◆ **Problem requirements**: Exact repetition of every entry is required.

_ _ _

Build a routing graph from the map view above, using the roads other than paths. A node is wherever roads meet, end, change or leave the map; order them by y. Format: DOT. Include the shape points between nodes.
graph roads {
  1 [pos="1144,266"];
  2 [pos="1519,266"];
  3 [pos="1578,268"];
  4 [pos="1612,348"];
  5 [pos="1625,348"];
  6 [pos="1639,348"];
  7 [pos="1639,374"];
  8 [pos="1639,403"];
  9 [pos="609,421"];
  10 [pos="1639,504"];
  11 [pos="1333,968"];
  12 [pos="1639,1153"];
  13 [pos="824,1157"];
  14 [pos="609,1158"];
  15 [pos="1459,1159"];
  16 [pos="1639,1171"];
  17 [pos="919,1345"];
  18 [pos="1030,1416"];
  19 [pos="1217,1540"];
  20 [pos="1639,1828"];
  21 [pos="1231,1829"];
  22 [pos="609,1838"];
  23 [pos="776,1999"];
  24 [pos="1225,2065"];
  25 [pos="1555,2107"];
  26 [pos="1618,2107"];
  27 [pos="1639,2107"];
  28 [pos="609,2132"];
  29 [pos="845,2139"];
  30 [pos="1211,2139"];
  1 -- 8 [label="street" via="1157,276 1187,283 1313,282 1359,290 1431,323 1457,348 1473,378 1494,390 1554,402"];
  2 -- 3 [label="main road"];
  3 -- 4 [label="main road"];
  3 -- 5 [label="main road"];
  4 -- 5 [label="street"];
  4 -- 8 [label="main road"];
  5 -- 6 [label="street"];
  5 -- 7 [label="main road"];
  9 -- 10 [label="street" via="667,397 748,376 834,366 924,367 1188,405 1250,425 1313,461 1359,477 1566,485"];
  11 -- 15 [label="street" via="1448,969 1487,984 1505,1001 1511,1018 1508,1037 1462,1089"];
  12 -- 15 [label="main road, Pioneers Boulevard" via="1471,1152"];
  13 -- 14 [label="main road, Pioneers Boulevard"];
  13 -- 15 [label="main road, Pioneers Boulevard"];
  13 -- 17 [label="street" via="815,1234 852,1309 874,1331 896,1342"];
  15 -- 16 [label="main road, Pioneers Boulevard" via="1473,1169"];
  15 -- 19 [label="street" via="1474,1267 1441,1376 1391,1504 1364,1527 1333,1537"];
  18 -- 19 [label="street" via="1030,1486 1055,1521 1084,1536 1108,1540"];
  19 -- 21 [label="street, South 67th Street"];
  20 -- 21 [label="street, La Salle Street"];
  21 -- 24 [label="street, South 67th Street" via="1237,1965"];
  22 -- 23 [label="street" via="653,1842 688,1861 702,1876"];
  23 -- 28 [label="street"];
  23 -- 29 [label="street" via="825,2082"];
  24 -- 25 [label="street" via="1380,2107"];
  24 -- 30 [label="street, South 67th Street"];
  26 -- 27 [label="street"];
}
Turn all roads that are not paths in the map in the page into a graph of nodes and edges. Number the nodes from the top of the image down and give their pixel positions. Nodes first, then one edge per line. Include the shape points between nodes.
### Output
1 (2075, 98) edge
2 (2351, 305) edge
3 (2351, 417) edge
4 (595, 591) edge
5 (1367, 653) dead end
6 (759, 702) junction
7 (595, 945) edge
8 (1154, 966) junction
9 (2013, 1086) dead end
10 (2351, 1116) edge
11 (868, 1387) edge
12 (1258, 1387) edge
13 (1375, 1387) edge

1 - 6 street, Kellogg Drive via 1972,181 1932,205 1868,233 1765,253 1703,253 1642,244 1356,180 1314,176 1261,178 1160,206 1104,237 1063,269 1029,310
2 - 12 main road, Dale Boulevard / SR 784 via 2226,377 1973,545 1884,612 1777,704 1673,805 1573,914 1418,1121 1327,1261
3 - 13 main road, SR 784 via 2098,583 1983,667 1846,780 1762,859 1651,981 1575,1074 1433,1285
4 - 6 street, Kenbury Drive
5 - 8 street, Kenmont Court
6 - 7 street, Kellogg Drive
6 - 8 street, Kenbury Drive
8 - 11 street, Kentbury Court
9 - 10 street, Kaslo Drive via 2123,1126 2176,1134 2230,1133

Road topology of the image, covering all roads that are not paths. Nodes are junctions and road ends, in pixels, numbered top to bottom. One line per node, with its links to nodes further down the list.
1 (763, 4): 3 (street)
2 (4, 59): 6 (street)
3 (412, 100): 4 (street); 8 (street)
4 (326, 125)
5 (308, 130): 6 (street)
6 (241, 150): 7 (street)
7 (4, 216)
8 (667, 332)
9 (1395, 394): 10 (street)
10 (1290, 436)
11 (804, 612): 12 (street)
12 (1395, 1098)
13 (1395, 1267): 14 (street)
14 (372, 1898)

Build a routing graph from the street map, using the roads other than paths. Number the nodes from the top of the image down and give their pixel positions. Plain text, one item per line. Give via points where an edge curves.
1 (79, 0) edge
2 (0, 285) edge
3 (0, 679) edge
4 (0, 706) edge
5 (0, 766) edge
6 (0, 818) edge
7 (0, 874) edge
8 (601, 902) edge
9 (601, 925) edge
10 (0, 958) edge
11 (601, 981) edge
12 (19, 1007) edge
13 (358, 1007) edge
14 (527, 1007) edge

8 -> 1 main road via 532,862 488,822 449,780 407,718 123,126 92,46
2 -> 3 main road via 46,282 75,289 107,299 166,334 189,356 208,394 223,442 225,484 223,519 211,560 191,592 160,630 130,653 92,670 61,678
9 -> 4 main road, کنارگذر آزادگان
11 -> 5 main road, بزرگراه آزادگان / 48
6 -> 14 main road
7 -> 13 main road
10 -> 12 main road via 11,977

_ _ _

◆ **Answer section**:
Build a routing graph from the map view above, using the roads other than paths. A node is wherever roads meet, end, change or leave the map; order them by y. Format: DOT. Include the shape points between nodes.
graph roads {
  1 [pos="1144,266"];
  2 [pos="1519,266"];
  3 [pos="1578,268"];
  4 [pos="1612,348"];
  5 [pos="1625,348"];
  6 [pos="1639,348"];
  7 [pos="1639,374"];
  8 [pos="1639,403"];
  9 [pos="609,421"];
  10 [pos="1639,504"];
  11 [pos="1333,968"];
  12 [pos="1639,1153"];
  13 [pos="824,1157"];
  14 [pos="609,1158"];
  15 [pos="1459,1159"];
  16 [pos="1639,1171"];
  17 [pos="919,1345"];
  18 [pos="1030,1416"];
  19 [pos="1217,1540"];
  20 [pos="1639,1828"];
  21 [pos="1231,1829"];
  22 [pos="609,1838"];
  23 [pos="776,1999"];
  24 [pos="1225,2065"];
  25 [pos="1555,2107"];
  26 [pos="1618,2107"];
  27 [pos="1639,2107"];
  28 [pos="609,2132"];
  29 [pos="845,2139"];
  30 [pos="1211,2139"];
  1 -- 8 [label="street" via="1157,276 1187,283 1313,282 1359,290 1431,323 1457,348 1473,378 1494,390 1554,402"];
  2 -- 3 [label="main road"];
  3 -- 4 [label="main road"];
  3 -- 5 [label="main road"];
  4 -- 5 [label="street"];
  4 -- 8 [label="main road"];
  5 -- 6 [label="street"];
  5 -- 7 [label="main road"];
  9 -- 10 [label="street" via="667,397 748,376 834,366 924,367 1188,405 1250,425 1313,461 1359,477 1566,485"];
  11 -- 15 [label="street" via="1448,969 1487,984 1505,1001 1511,1018 1508,1037 1462,1089"];
  12 -- 15 [label="main road, Pioneers Boulevard" via="1471,1152"];
  13 -- 14 [label="main road, Pioneers Boulevard"];
  13 -- 15 [label="main road, Pioneers Boulevard"];
  13 -- 17 [label="street" via="815,1234 852,1309 874,1331 896,1342"];
  15 -- 16 [label="main road, Pioneers Boulevard" via="1473,1169"];
  15 -- 19 [label="street" via="1474,1267 1441,1376 1391,1504 1364,1527 1333,1537"];
  18 -- 19 [label="street" via="1030,1486 1055,1521 1084,1536 1108,1540"];
  19 -- 21 [label="street, South 67th Street"];
  20 -- 21 [label="street, La Salle Street"];
  21 -- 24 [label="street, South 67th Street" via="1237,1965"];
  22 -- 23 [label="street" via="653,1842 688,1861 702,1876"];
  23 -- 28 [label="street"];
  23 -- 29 [label="street" via="825,2082"];
  24 -- 25 [label="street" via="1380,2107"];
  24 -- 30 [label="street, South 67th Street"];
  26 -- 27 [label="street"];
}
Turn all roads that are not paths in the map in the page into a graph of nodes and edges. Number the nodes from the top of the image down and give their pixel positions. Nodes first, then one edge per line. Include the shape points between nodes.
### Output
1 (2075, 98) edge
2 (2351, 305) edge
3 (2351, 417) edge
4 (595, 591) edge
5 (1367, 653) dead end
6 (759, 702) junction
7 (595, 945) edge
8 (1154, 966) junction
9 (2013, 1086) dead end
10 (2351, 1116) edge
11 (868, 1387) edge
12 (1258, 1387) edge
13 (1375, 1387) edge

1 - 6 street, Kellogg Drive via 1972,181 1932,205 1868,233 1765,253 1703,253 1642,244 1356,180 1314,176 1261,178 1160,206 1104,237 1063,269 1029,310
2 - 12 main road, Dale Boulevard / SR 784 via 2226,377 1973,545 1884,612 1777,704 1673,805 1573,914 1418,1121 1327,1261
3 - 13 main road, SR 784 via 2098,583 1983,667 1846,780 1762,859 1651,981 1575,1074 1433,1285
4 - 6 street, Kenbury Drive
5 - 8 street, Kenmont Court
6 - 7 street, Kellogg Drive
6 - 8 street, Kenbury Drive
8 - 11 street, Kentbury Court
9 - 10 street, Kaslo Drive via 2123,1126 2176,1134 2230,1133

Road topology of the image, covering all roads that are not paths. Nodes are junctions and road ends, in pixels, numbered top to bottom. One line per node, with its links to nodes further down the list.
1 (763, 4): 3 (street)
2 (4, 59): 6 (street)
3 (412, 100): 4 (street); 8 (street)
4 (326, 125)
5 (308, 130): 6 (street)
6 (241, 150): 7 (street)
7 (4, 216)
8 (667, 332)
9 (1395, 394): 10 (street)
10 (1290, 436)
11 (804, 612): 12 (street)
12 (1395, 1098)
13 (1395, 1267): 14 (street)
14 (372, 1898)

Build a routing graph from the street map, using the roads other than paths. Number the nodes from the top of the image down and give their pixel positions. Plain text, one item per line. Give via points where an edge curves.
1 (79, 0) edge
2 (0, 285) edge
3 (0, 679) edge
4 (0, 706) edge
5 (0, 766) edge
6 (0, 818) edge
7 (0, 874) edge
8 (601, 902) edge
9 (601, 925) edge
10 (0, 958) edge
11 (601, 981) edge
12 (19, 1007) edge
13 (358, 1007) edge
14 (527, 1007) edge

8 -> 1 main road via 532,862 488,822 449,780 407,718 123,126 92,46
2 -> 3 main road via 46,282 75,289 107,299 166,334 189,356 208,394 223,442 225,484 223,519 211,560 191,592 160,630 130,653 92,670 61,678
9 -> 4 main road, کنارگذر آزادگان
11 -> 5 main road, بزرگراه آزادگان / 48
6 -> 14 main road
7 -> 13 main road
10 -> 12 main road via 11,977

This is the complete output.